Partnership mindset – toward sustainable supply chains

3 November 2016



To elaborate on the key to a successful sustainable impact, Prova’s chief sustainability officer, Alessandra Ognibene-Lerouvillois, examines how companies can work in a manner of cooperation and healthy competition to the benefit of the whole supply chain.


Today, humans are living on credit: 7.3 billion people consume 1.6 times what the Earth’s natural resources can supply. By 2050, the world population is estimated to grow by more than two billion and will reach nine billion habitants, which will require upward of a 100% increase in food production.

Along with this rise in demand, the question of how to increase production while pre-empting regulations, minimising environmental impact and improving social conditions arises.

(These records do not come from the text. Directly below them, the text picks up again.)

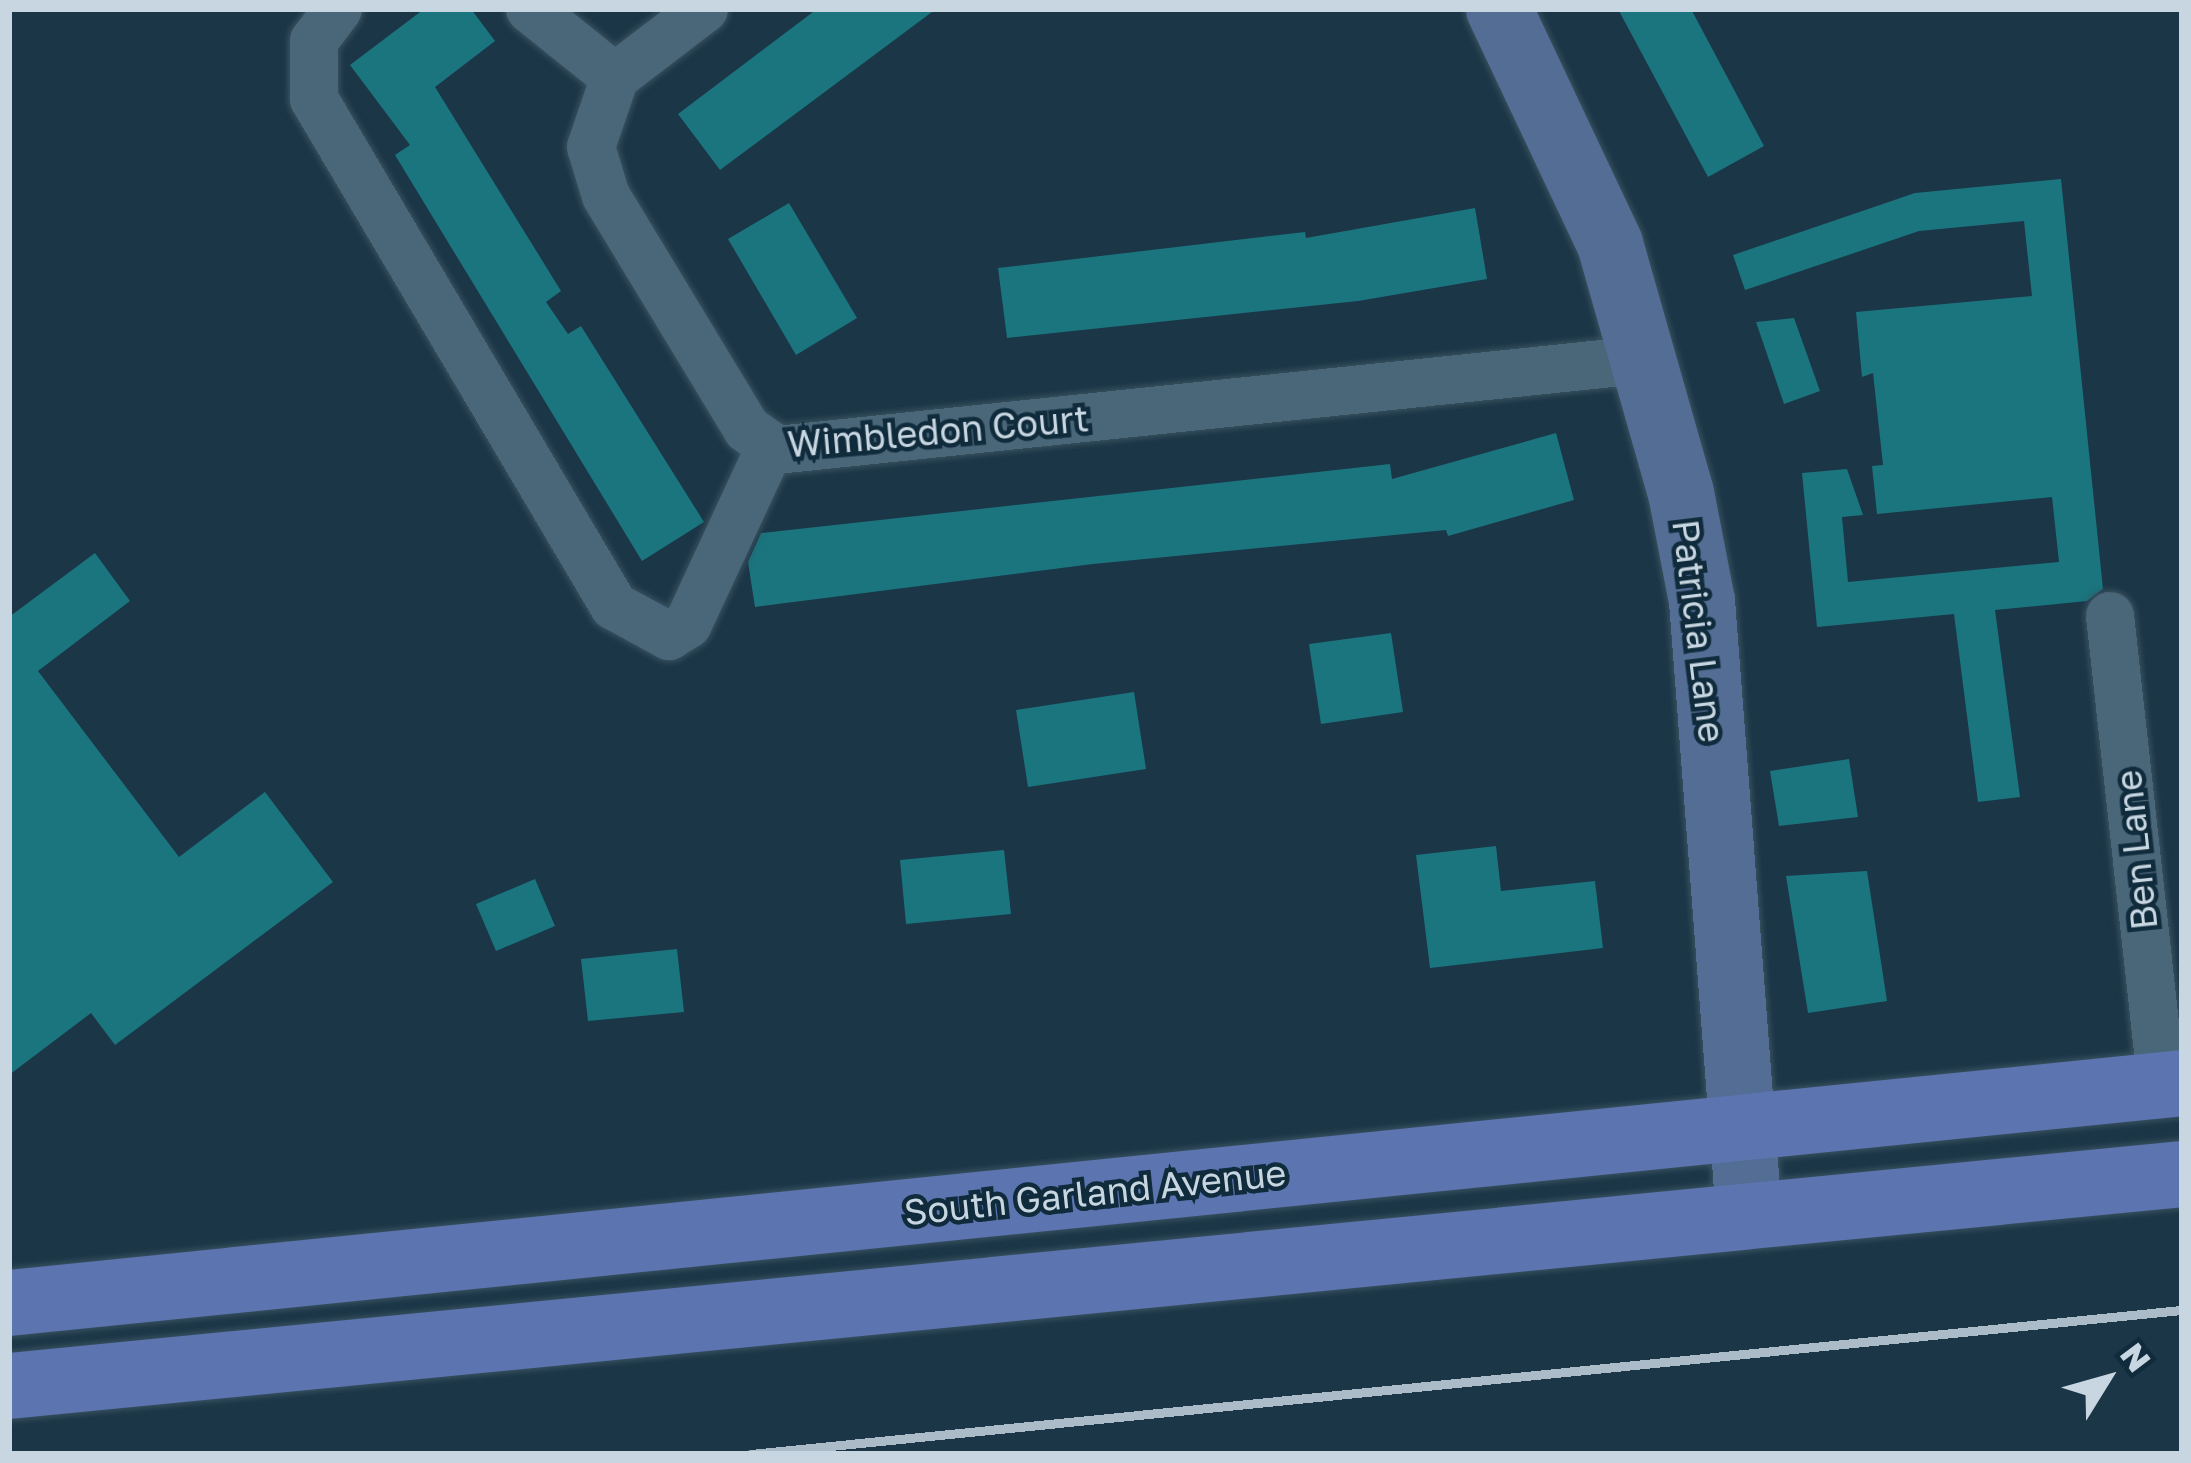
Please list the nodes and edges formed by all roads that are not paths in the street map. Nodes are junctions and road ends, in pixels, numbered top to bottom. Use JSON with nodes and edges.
{"nodes":[{"id":1,"x":338,"y":9,"type":"edge"},
{"id":2,"x":530,"y":9,"type":"edge"},
{"id":3,"x":704,"y":9,"type":"edge"},
{"id":4,"x":1499,"y":9,"type":"edge"},
{"id":5,"x":615,"y":76,"type":"junction"},
{"id":6,"x":1641,"y":360,"type":"junction"},
{"id":7,"x":771,"y":446,"type":"junction"},
{"id":8,"x":2110,"y":616,"type":"dead end"},
{"id":9,"x":2172,"y":1084,"type":"edge"},
{"id":10,"x":1741,"y":1127,"type":"junction"},
{"id":11,"x":2182,"y":1174,"type":"edge"},
{"id":12,"x":1749,"y":1215,"type":"junction"},
{"id":13,"x":9,"y":1303,"type":"edge"},
{"id":14,"x":9,"y":1386,"type":"edge"}],
"edges":[{"from":1,"to":7,"type":"street"},
{"from":2,"to":5,"type":"street"},
{"from":3,"to":5,"type":"street"},
{"from":4,"to":6,"type":"street","name":"Patricia Lane"},
{"from":5,"to":7,"type":"street","name":"Wimbledon Court"},
{"from":6,"to":7,"type":"street","name":"Wimbledon Court"},
{"from":6,"to":10,"type":"street","name":"Patricia Lane"},
{"from":8,"to":9,"type":"street","name":"Ben Lane"},
{"from":9,"to":10,"type":"main road","name":"South Garland Avenue"},
{"from":10,"to":12,"type":"street","name":"Patricia Lane"},
{"from":10,"to":13,"type":"main road","name":"South Garland Avenue"},
{"from":11,"to":12,"type":"main road"},
{"from":12,"to":14,"type":"main road"}]}
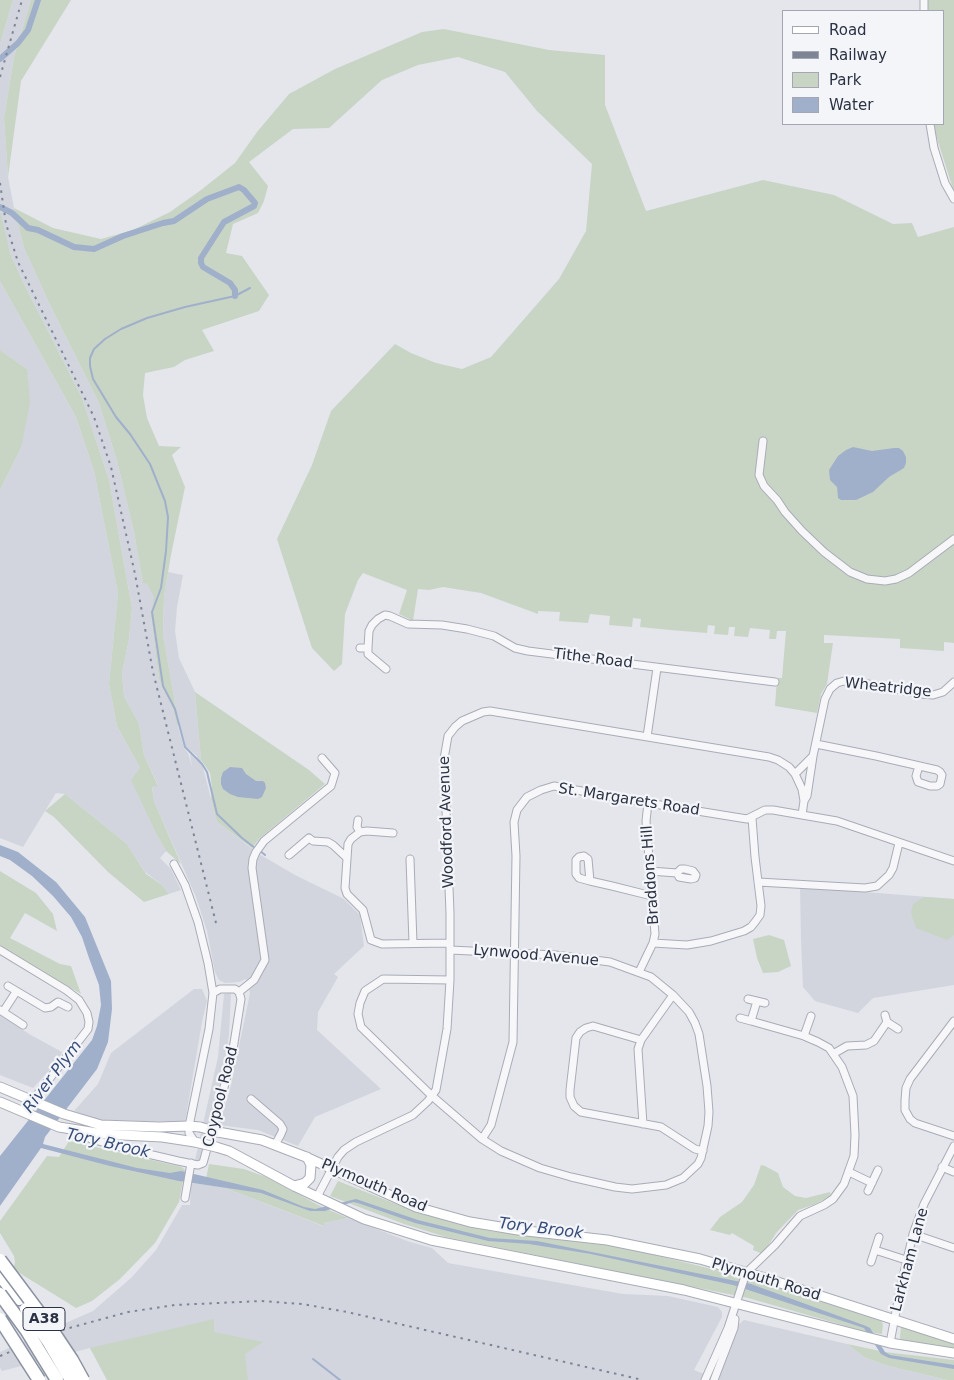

Moreover, customers, stakeholders and employees are demanding that corporations take a leading role in responding to the world’s most pressing social and environmental challenges, as defined by the 2030 Sustainable Development Agenda and COP21. The Paris Agreement, adopted in December 2015, represents a new beginning in the global effort to stabilise the climate before it is too late. It also recognises the importance of food security in the international response to climate change.

What we know

WWF highlights that, in the near term, food production is sufficient to provide for all, but it doesn’t reach everyone who needs it. About 1.3 billion tons of food is wasted every year – four times the amount needed to feed the more than approximately 800-million people who are malnourished. By improving efficiency and productivity, while reducing waste and shifting consumption patterns, we can produce enough food for everyone by 2050 on roughly the same amount of land we use now.

The latest report published by Food and Agriculture Organization, ‘The State of Food and Agriculture 2016’, shows that unless action is taken now to make agriculture more sustainable, productive and resilient, climate change impacts will seriously compromise food production in countries and regions that are already highly 'food insecure’. Likewise, an overhaul is needed of agricultural and food policies to shift incentives in favour of investments, worldwide, in sustainable technologies and practices.

What to ask

How should companies make sense of the increasingly complex sustainability landscape? How can corporate leaders spend less time reacting to risks and more time focusing on what really matters; for example, creating solutions and shared value? While a company’s vision for sustainable development might be embodied at every layer of the organisation, the execution happens at a hyper-local level. Large companies do not have a natural inclination for serving local communities that require a highly customised on-the-ground presence. Corporations across the globe have understood that extending reach into local contexts is mandatory, as well as the adoption of the 'multistakeholder partnerships’ approach. To do so, the food industry must embrace and promote ‘the partnership mindset’ within and across all levels of participating organisations.

The Sustainable Development Goals (SDGs) adopted by UN member states in 2015 call for multistakeholder partnerships as a key tool to achieve progress across multiple sectors. A good example is the ‘Partnerships for SDGs online platform’ that was created to encourage global engagement around multistakeholder partnerships and voluntary commitments in support of the implementation of the SDGs. By working together in partnership, all stakeholders – including farmers, companies, governments and civil society – can drive a collective effort that produces an impact that is greater than the sum of its parts.

When to act

Forward-thinking companies have realised the benefits of sustainable agriculture through enhanced crop yields, improved input efficiency and value-added risk management practices. They understand the complexity, and interlinking of issues and actors across the food system, and deploy a host of sustainable agriculture measures across their supply chains. Rather than focusing purely on individual goals, they are leveraging their influence in the market and have been working together with suppliers, investors, competitors, institutions and non-governmental organisations with the commitment to make the system work.

"While a company’s vision for sustainable development might be embodied at every layer of the organisation, the execution happens at a hyper-local level." 

The power of ‘coopetition’ is key. More firms and organisations that are competing in the market have found a way to work together, resulting in a better outcome for all.

It goes beyond simple competition and cooperation, combining the advantages of both and expanding the overall size of the prize. In the food sector, coopetition has become a proven core strategy. A good example is the CocoaAction plan that brings together the world’s leading chocolate and cocoa companies in a new level of collaboration and coordination.

On a voluntary basis, this initiative develops partnerships between governments, cocoa farmers and the cocoa industry, and intends to train and deliver improved planting material and fertiliser to 300,000 cocoa farmers, and strengthen communities through primary education, eradicating child labour and empowering women.

The strategy will be measured against adherence to performance indicators, mutually agreed upon by the companies and producing country governments, with aggregate progress publicly reported on a regular basis. While ten companies have provided the financial and technical support in the development of CocoaAction and are committed to its implementation, others across the sector are welcome, and encouraged to align their efforts and activities with the industry-wide strategy.

The resulting demand for increased sustainability will encourage more companies to innovate and adopt a partnership mindset. With benefits to the environment, increased consumer trust and added profits, sustainability is a win-win for food and beverage manufacturers going forward.